The prayer was supposed to be joke and the Mandanas resolution was
supposed to have been withdrawn in August yet. But so sensitive is
the subject that the Opposition took those as signals to go into a
warpath.
There is no gainsaying the fact that there is a
need for changes in the Constitution. Some businessmen, and they
pack a lot of weight, think that the limits to the amount of foreign
investment in certain sectors of the economy are no longer valid in
the faced of globalization. Spaceship earth is running out of
resources and we need to conserve what we have left. And as some
point out, we need capital and expertise to do this.
Again, the ire of the opposition is being vented
on congressmen because they are supportive of the government. The
present Congress was elected in 2007, three years after the
presidential election. After Mrs. Arroyo assumed office in 200l,
there has not been a moment when she was not under attack. If these
attacks had a solid basis, the Congress that was elected in 2007
would have a majority of critics against her. And yet, these are the
same congressmen that have frustrated all attempts to impeach her.

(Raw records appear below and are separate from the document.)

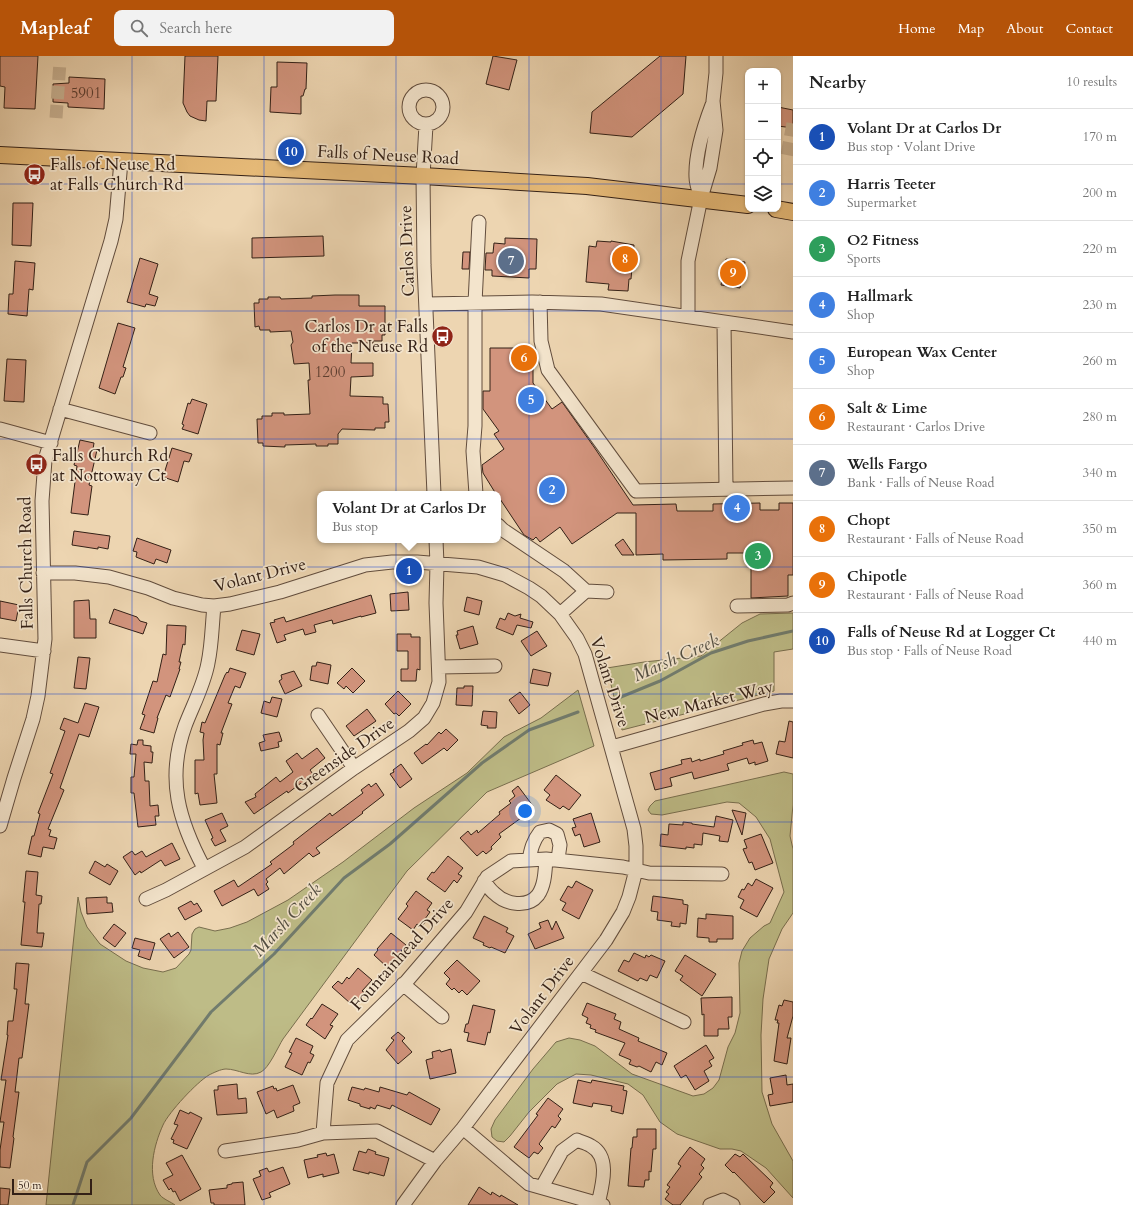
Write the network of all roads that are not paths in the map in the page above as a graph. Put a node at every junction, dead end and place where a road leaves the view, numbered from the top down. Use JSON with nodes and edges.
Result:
{"nodes":[{"id":1,"x":716,"y":56,"type":"edge"},
{"id":2,"x":426,"y":125,"type":"dead end"},
{"id":3,"x":0,"y":155,"type":"edge"},
{"id":4,"x":121,"y":161,"type":"junction"},
{"id":5,"x":423,"y":176,"type":"junction"},
{"id":6,"x":701,"y":198,"type":"junction"},
{"id":7,"x":745,"y":205,"type":"edge"},
{"id":8,"x":781,"y":210,"type":"edge"},
{"id":9,"x":793,"y":212,"type":"edge"},
{"id":10,"x":479,"y":222,"type":"dead end"},
{"id":11,"x":540,"y":302,"type":"junction"},
{"id":12,"x":475,"y":303,"type":"junction"},
{"id":13,"x":426,"y":304,"type":"junction"},
{"id":14,"x":688,"y":316,"type":"junction"},
{"id":15,"x":724,"y":322,"type":"junction"},
{"id":16,"x":793,"y":332,"type":"edge"},
{"id":17,"x":60,"y":409,"type":"junction"},
{"id":18,"x":0,"y":429,"type":"edge"},
{"id":19,"x":150,"y":433,"type":"dead end"},
{"id":20,"x":51,"y":443,"type":"junction"},
{"id":21,"x":726,"y":488,"type":"junction"},
{"id":22,"x":793,"y":488,"type":"edge"},
{"id":23,"x":434,"y":491,"type":"edge"},
{"id":24,"x":476,"y":491,"type":"edge"},
{"id":25,"x":501,"y":528,"type":"edge"},
{"id":26,"x":436,"y":543,"type":"edge"},
{"id":27,"x":437,"y":564,"type":"junction"},
{"id":28,"x":43,"y":573,"type":"junction"},
{"id":29,"x":586,"y":591,"type":"junction"},
{"id":30,"x":607,"y":592,"type":"dead end"},
{"id":31,"x":793,"y":603,"type":"edge"},
{"id":32,"x":214,"y":606,"type":"junction"},
{"id":33,"x":737,"y":606,"type":"dead end"},
{"id":34,"x":560,"y":614,"type":"junction"},
{"id":35,"x":0,"y":645,"type":"edge"},
{"id":36,"x":44,"y":651,"type":"junction"},
{"id":37,"x":495,"y":666,"type":"dead end"},
{"id":38,"x":439,"y":668,"type":"junction"},
{"id":39,"x":793,"y":701,"type":"edge"},
{"id":40,"x":318,"y":714,"type":"dead end"},
{"id":41,"x":612,"y":747,"type":"junction"},
{"id":42,"x":354,"y":768,"type":"junction"},
{"id":43,"x":0,"y":826,"type":"edge"},
{"id":44,"x":552,"y":859,"type":"junction"},
{"id":45,"x":529,"y":860,"type":"junction"},
{"id":46,"x":204,"y":868,"type":"junction"},
{"id":47,"x":636,"y":870,"type":"junction"},
{"id":48,"x":722,"y":874,"type":"dead end"},
{"id":49,"x":484,"y":881,"type":"junction"},
{"id":50,"x":146,"y":899,"type":"dead end"},
{"id":51,"x":581,"y":972,"type":"junction"},
{"id":52,"x":403,"y":984,"type":"junction"},
{"id":53,"x":442,"y":1017,"type":"dead end"},
{"id":54,"x":684,"y":1022,"type":"dead end"},
{"id":55,"x":463,"y":1128,"type":"junction"},
{"id":56,"x":323,"y":1133,"type":"junction"},
{"id":57,"x":225,"y":1151,"type":"dead end"},
{"id":58,"x":435,"y":1161,"type":"junction"},
{"id":59,"x":542,"y":1187,"type":"junction"},
{"id":60,"x":600,"y":1204,"type":"edge"},
{"id":61,"x":403,"y":1205,"type":"edge"},
{"id":62,"x":710,"y":1205,"type":"edge"},
{"id":63,"x":733,"y":1205,"type":"edge"}],
"edges":[{"from":1,"to":6,"type":"street"},
{"from":2,"to":5,"type":"street","name":"Carlos Drive"},
{"from":3,"to":4,"type":"main road","name":"Falls of Neuse Road"},
{"from":4,"to":5,"type":"main road","name":"Falls of Neuse Road"},
{"from":4,"to":17,"type":"street","name":"Falls Church Road"},
{"from":5,"to":6,"type":"main road","name":"Falls of Neuse Road"},
{"from":5,"to":13,"type":"street","name":"Carlos Drive"},
{"from":6,"to":7,"type":"main road","name":"Falls of Neuse Road"},
{"from":6,"to":14,"type":"street"},
{"from":8,"to":9,"type":"main road"},
{"from":10,"to":12,"type":"street"},
{"from":11,"to":12,"type":"street"},
{"from":11,"to":14,"type":"street"},
{"from":11,"to":21,"type":"street"},
{"from":12,"to":13,"type":"street"},
{"from":12,"to":24,"type":"street"},
{"from":13,"to":23,"type":"street","name":"Carlos Drive"},
{"from":14,"to":15,"type":"street"},
{"from":15,"to":16,"type":"street"},
{"from":15,"to":21,"type":"street"},
{"from":17,"to":19,"type":"street"},
{"from":17,"to":20,"type":"street","name":"Falls Church Road"},
{"from":18,"to":20,"type":"street"},
{"from":20,"to":28,"type":"street","name":"Falls Church Road"},
{"from":21,"to":22,"type":"street"},
{"from":25,"to":29,"type":"street"},
{"from":26,"to":27,"type":"street"},
{"from":27,"to":32,"type":"street","name":"Volant Drive"},
{"from":27,"to":34,"type":"street","name":"Volant Drive"},
{"from":27,"to":38,"type":"street","name":"Greenside Drive"},
{"from":28,"to":32,"type":"street","name":"Volant Drive"},
{"from":28,"to":36,"type":"street","name":"Falls Church Road"},
{"from":29,"to":30,"type":"street"},
{"from":29,"to":34,"type":"street"},
{"from":31,"to":33,"type":"street"},
{"from":32,"to":46,"type":"street"},
{"from":34,"to":41,"type":"street","name":"Volant Drive"},
{"from":35,"to":36,"type":"street"},
{"from":36,"to":43,"type":"street","name":"Falls Church Road"},
{"from":37,"to":38,"type":"street"},
{"from":38,"to":42,"type":"street","name":"Greenside Drive"},
{"from":39,"to":41,"type":"street","name":"New Market Way"},
{"from":40,"to":42,"type":"street"},
{"from":41,"to":47,"type":"street","name":"Volant Drive"},
{"from":42,"to":46,"type":"street","name":"Greenside Drive"},
{"from":44,"to":45,"type":"street","name":"Fountainhead Drive"},
{"from":44,"to":45,"type":"street"},
{"from":44,"to":47,"type":"street","name":"Fountainhead Drive"},
{"from":44,"to":49,"type":"street"},
{"from":45,"to":49,"type":"street","name":"Fountainhead Drive"},
{"from":46,"to":50,"type":"street","name":"Greenside Drive"},
{"from":47,"to":48,"type":"street","name":"Fountainhead Drive"},
{"from":47,"to":51,"type":"street","name":"Volant Drive"},
{"from":49,"to":52,"type":"street","name":"Fountainhead Drive"},
{"from":51,"to":54,"type":"street"},
{"from":51,"to":55,"type":"street","name":"Volant Drive"},
{"from":52,"to":53,"type":"street"},
{"from":52,"to":56,"type":"street","name":"Fountainhead Drive"},
{"from":55,"to":58,"type":"street","name":"Volant Drive"},
{"from":55,"to":59,"type":"street"},
{"from":56,"to":57,"type":"street"},
{"from":56,"to":58,"type":"street"},
{"from":58,"to":61,"type":"street","name":"Volant Drive"},
{"from":59,"to":60,"type":"street"},
{"from":59,"to":60,"type":"street"},
{"from":62,"to":63,"type":"street"}]}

Perhaps we may pick up something in what is
happening in Thailand. Protesters against the government have
succeeded in paralyzing the operations of Parliament and the two
major airports of Bangkok. In a variation of our People Power, they
demanded the resignation of Prime Minister Somchai Wongsawat. They
accuses him of being a stooge for deposed Prime Minister Thaksin
Shinawara, his brother in law. The protesters are composed mostly of
middle-class Thais who complain against democratic-style elections
because the rural voters who constitute the majority are susceptible
to vote-buying. They want the legislators to be appointed, at least
the majority of them, because the rural voters cannot be trusted to
vote responsibly.
The tension was eased when Somchai was forced to
resign by the Thai constitution court dissolved the top three
political parties for electoral fraud. If the court did not
intervene, the military may have had to do it. So what else is new?